Tuesday, October 14, 2014

Revision & the Diagonal Rule

“The goal is perpetual motion. […] At every corner you leave yourself an alternative.  You move diagonal.  You turn the wheel when you hit a red light. You don't drive down Broadway to get to Broadway.  You move diagonal, you're gonna get perpetual motion.  That's what you want.”—Copland.
Reading your work as if you hadn't written it has a lot to do with being forgetful.  That's why you want to put a project out of your mind for a period of time before you pick it up again, to foster impartiality.  The challenge of revision, however, only partly depends on distance.  What the task really comes down to is asking questions.

What am I trying to do with this moment?  What does this bring to the story?  Does it fit? 
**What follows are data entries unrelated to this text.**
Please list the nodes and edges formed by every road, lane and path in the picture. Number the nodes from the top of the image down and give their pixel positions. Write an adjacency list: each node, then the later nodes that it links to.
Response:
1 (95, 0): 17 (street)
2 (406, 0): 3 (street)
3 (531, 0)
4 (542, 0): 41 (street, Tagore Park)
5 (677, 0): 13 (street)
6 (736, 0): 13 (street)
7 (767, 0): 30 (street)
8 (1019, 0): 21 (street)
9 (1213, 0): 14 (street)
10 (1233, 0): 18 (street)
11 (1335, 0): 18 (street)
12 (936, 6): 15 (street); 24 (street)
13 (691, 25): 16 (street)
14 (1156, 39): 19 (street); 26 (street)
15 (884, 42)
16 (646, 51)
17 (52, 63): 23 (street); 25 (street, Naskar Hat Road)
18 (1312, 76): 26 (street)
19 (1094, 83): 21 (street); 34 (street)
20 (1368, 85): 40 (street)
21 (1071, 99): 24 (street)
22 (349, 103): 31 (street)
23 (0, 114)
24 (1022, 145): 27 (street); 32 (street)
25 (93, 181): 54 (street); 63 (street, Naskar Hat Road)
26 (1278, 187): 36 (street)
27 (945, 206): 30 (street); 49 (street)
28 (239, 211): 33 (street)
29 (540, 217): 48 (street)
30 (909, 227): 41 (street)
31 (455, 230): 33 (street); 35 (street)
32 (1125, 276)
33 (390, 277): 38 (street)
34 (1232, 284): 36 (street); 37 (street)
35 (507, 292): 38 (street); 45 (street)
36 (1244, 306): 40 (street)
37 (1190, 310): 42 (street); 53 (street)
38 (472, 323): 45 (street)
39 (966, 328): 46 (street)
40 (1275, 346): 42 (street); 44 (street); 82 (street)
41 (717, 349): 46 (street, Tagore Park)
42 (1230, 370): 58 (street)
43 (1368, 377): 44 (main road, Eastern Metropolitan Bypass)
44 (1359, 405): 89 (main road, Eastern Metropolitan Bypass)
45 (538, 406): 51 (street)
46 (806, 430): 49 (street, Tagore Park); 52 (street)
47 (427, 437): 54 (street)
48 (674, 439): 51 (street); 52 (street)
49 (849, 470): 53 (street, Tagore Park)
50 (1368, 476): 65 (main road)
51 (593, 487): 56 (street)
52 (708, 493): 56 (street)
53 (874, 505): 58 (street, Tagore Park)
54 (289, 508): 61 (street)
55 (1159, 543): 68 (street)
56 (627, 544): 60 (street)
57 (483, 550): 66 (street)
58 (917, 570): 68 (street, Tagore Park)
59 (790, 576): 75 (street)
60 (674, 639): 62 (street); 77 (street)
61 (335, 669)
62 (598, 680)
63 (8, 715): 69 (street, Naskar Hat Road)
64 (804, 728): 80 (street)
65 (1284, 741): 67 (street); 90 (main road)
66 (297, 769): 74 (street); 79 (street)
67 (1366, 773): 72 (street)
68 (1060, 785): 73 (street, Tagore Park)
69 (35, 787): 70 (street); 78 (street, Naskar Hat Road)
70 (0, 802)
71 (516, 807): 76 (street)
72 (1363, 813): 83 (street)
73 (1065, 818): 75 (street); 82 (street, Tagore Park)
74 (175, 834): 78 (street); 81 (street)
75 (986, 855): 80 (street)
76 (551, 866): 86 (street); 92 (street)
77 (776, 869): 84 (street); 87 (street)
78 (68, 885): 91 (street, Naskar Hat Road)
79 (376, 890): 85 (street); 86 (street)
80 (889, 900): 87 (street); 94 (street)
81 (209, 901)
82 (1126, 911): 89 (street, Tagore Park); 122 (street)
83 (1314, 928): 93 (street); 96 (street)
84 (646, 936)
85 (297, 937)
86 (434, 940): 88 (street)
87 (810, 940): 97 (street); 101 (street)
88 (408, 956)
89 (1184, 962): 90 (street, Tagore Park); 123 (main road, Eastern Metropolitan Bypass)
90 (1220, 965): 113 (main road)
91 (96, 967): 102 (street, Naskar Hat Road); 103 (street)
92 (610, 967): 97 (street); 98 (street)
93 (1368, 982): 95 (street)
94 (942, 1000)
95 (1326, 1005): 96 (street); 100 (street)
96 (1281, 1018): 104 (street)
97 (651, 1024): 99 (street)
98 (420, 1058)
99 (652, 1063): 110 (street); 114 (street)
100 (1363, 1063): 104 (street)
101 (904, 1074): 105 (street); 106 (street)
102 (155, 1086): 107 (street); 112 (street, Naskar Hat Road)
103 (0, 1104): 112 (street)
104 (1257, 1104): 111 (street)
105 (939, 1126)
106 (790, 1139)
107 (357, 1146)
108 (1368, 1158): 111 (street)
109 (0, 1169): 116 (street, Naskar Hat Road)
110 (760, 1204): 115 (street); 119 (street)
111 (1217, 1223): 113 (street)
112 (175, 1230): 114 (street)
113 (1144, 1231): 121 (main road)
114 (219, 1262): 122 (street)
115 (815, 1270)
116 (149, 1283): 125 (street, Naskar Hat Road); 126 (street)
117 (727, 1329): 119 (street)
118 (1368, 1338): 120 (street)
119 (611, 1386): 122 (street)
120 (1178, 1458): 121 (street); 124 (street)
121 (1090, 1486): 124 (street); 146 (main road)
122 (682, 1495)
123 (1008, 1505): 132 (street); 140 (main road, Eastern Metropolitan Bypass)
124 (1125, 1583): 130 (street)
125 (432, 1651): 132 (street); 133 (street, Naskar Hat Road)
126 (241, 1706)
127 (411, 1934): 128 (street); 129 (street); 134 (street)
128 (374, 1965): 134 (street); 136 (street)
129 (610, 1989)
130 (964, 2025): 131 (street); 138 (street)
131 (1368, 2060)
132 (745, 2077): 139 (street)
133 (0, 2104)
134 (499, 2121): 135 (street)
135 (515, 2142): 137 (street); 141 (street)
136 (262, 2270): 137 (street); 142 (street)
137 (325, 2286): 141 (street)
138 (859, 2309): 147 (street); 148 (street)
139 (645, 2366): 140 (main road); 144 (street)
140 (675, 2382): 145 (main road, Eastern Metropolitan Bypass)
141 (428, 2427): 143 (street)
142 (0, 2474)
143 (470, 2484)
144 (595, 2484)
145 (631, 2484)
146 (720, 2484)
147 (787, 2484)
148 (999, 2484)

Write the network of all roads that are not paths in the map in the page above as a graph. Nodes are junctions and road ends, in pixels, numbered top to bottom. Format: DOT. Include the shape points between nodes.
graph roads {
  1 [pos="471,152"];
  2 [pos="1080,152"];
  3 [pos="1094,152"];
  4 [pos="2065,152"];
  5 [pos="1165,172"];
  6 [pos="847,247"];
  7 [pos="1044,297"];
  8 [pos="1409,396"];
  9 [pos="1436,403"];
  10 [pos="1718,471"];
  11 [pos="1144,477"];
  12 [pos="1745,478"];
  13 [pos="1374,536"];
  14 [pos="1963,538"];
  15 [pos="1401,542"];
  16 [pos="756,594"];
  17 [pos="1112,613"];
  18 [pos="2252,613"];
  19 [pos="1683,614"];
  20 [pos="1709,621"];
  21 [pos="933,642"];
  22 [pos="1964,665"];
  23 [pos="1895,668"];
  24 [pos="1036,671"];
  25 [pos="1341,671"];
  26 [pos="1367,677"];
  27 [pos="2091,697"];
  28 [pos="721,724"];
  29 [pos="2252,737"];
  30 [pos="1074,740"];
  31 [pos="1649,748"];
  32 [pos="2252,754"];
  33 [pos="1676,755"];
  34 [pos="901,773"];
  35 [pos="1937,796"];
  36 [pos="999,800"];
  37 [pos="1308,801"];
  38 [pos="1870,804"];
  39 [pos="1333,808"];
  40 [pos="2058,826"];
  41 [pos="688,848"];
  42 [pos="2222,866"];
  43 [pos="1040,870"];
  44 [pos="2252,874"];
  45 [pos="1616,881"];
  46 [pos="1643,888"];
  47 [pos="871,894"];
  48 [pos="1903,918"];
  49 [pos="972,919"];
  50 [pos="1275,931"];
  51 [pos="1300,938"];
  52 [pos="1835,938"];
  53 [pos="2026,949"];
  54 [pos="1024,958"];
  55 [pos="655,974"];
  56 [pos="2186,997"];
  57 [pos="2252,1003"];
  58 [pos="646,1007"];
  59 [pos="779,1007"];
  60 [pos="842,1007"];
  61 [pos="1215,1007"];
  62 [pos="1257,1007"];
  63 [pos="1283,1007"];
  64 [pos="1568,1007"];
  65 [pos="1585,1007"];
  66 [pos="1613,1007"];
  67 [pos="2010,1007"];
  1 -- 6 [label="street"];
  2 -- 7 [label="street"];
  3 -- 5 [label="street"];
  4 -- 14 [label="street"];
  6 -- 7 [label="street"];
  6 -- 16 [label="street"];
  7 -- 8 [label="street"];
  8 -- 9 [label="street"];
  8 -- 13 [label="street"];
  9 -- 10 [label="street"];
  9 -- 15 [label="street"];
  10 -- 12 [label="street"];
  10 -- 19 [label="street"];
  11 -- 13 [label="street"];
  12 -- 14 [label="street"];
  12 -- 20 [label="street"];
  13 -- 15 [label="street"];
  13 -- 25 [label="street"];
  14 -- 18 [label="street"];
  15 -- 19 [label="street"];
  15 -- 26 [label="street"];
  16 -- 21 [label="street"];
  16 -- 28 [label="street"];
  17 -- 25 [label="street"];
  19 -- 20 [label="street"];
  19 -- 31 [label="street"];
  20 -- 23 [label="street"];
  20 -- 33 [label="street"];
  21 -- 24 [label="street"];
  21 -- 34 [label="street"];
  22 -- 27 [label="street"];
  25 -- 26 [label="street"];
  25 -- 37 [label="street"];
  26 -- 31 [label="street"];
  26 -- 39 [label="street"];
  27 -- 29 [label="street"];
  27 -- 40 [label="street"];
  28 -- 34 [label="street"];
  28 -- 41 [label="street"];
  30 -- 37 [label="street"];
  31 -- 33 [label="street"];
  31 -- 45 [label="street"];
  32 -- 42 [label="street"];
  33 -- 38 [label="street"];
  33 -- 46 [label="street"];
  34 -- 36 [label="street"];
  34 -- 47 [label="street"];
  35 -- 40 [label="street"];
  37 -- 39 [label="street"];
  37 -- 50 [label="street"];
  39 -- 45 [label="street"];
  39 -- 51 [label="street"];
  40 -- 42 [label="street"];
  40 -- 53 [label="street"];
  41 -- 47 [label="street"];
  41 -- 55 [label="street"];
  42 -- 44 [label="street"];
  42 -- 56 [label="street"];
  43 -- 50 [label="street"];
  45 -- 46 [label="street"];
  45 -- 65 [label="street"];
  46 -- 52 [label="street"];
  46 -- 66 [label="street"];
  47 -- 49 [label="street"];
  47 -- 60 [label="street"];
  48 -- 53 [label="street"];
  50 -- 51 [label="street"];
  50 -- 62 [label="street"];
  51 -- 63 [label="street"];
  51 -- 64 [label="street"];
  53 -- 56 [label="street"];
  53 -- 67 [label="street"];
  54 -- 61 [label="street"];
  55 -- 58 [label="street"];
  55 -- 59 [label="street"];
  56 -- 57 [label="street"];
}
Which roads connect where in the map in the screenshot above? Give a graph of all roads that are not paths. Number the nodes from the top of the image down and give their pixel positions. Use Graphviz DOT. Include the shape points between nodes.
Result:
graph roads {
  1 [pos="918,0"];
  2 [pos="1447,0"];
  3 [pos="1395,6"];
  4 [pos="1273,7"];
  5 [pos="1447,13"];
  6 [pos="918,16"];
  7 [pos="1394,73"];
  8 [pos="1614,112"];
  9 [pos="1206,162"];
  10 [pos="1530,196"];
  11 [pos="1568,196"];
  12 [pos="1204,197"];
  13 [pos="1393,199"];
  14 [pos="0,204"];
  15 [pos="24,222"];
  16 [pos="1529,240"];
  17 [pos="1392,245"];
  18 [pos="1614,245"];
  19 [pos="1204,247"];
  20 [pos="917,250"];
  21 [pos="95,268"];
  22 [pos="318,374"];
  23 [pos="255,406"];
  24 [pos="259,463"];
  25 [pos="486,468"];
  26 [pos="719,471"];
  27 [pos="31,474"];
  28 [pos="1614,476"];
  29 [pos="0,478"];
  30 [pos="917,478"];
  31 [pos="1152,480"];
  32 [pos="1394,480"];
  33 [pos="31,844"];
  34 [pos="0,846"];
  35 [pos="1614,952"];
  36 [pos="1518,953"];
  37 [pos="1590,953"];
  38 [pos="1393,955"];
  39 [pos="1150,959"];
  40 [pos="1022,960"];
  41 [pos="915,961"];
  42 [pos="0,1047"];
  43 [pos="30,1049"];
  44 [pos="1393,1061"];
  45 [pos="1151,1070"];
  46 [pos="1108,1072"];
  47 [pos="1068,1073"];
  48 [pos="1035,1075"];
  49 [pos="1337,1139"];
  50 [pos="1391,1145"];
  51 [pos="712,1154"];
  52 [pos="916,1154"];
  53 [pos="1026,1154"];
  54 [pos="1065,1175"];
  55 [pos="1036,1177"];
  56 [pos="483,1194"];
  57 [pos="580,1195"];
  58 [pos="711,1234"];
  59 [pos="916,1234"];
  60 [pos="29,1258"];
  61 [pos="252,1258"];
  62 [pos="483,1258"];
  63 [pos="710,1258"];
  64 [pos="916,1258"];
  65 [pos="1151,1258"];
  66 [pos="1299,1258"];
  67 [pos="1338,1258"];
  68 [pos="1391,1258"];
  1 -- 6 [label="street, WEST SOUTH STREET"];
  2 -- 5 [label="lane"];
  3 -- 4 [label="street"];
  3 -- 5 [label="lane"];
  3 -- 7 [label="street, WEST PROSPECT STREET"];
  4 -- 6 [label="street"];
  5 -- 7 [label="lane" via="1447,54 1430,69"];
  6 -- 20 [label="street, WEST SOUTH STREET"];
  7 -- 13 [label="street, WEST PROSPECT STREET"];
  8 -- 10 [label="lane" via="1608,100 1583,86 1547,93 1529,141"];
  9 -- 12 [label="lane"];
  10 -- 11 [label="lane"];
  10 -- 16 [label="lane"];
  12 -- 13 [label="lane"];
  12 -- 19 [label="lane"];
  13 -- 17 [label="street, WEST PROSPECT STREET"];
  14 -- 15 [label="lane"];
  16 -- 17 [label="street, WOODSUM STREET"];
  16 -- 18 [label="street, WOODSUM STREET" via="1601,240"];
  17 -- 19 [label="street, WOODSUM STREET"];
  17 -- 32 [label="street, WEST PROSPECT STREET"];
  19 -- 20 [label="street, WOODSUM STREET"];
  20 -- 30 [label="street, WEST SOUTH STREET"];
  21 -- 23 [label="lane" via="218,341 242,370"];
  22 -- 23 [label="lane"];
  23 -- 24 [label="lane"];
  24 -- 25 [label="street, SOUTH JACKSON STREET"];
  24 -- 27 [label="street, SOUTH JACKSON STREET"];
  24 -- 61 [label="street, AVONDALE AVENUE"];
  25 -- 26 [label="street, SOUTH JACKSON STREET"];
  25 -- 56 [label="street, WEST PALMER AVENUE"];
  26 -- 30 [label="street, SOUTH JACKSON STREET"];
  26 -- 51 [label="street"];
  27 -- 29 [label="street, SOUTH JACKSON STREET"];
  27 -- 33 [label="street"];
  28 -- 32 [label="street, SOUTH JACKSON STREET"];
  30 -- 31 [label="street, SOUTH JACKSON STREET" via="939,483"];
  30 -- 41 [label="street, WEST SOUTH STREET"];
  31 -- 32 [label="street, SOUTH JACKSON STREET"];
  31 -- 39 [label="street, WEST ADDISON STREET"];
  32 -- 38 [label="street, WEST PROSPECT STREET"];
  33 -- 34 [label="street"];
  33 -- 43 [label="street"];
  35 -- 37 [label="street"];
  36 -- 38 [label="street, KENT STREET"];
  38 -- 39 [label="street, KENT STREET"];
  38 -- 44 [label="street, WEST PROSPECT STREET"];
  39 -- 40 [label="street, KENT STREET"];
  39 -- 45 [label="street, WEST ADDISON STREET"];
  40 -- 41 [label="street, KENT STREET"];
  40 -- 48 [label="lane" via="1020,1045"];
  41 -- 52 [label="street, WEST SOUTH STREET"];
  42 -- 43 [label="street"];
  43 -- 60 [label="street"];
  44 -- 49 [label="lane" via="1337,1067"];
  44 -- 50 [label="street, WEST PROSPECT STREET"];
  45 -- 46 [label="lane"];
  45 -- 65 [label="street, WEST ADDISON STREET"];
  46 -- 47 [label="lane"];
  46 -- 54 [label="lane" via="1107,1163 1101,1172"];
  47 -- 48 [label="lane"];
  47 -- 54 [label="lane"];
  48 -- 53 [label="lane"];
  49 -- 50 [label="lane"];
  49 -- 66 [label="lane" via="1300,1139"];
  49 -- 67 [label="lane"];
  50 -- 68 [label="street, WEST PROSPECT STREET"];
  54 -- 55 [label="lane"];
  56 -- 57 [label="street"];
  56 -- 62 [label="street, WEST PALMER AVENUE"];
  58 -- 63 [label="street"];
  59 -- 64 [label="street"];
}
You should be able to justify any part of your story.  If you look at your writing and feel lost, it is likely because you cannot answer these questions.  Consider them at every level, from the broad movements of your story down to the individual images.  You'll usually know when you've written something wrong, because you won't be happy with it.  This should help you explain why.  That, or beat off the perpetual self-doubt that plagues our fugitive kind.

Sometimes once you've identified a misstep in your writing, a solution quickly presents itself.  You make the change and continue.  Other times, you struggle. 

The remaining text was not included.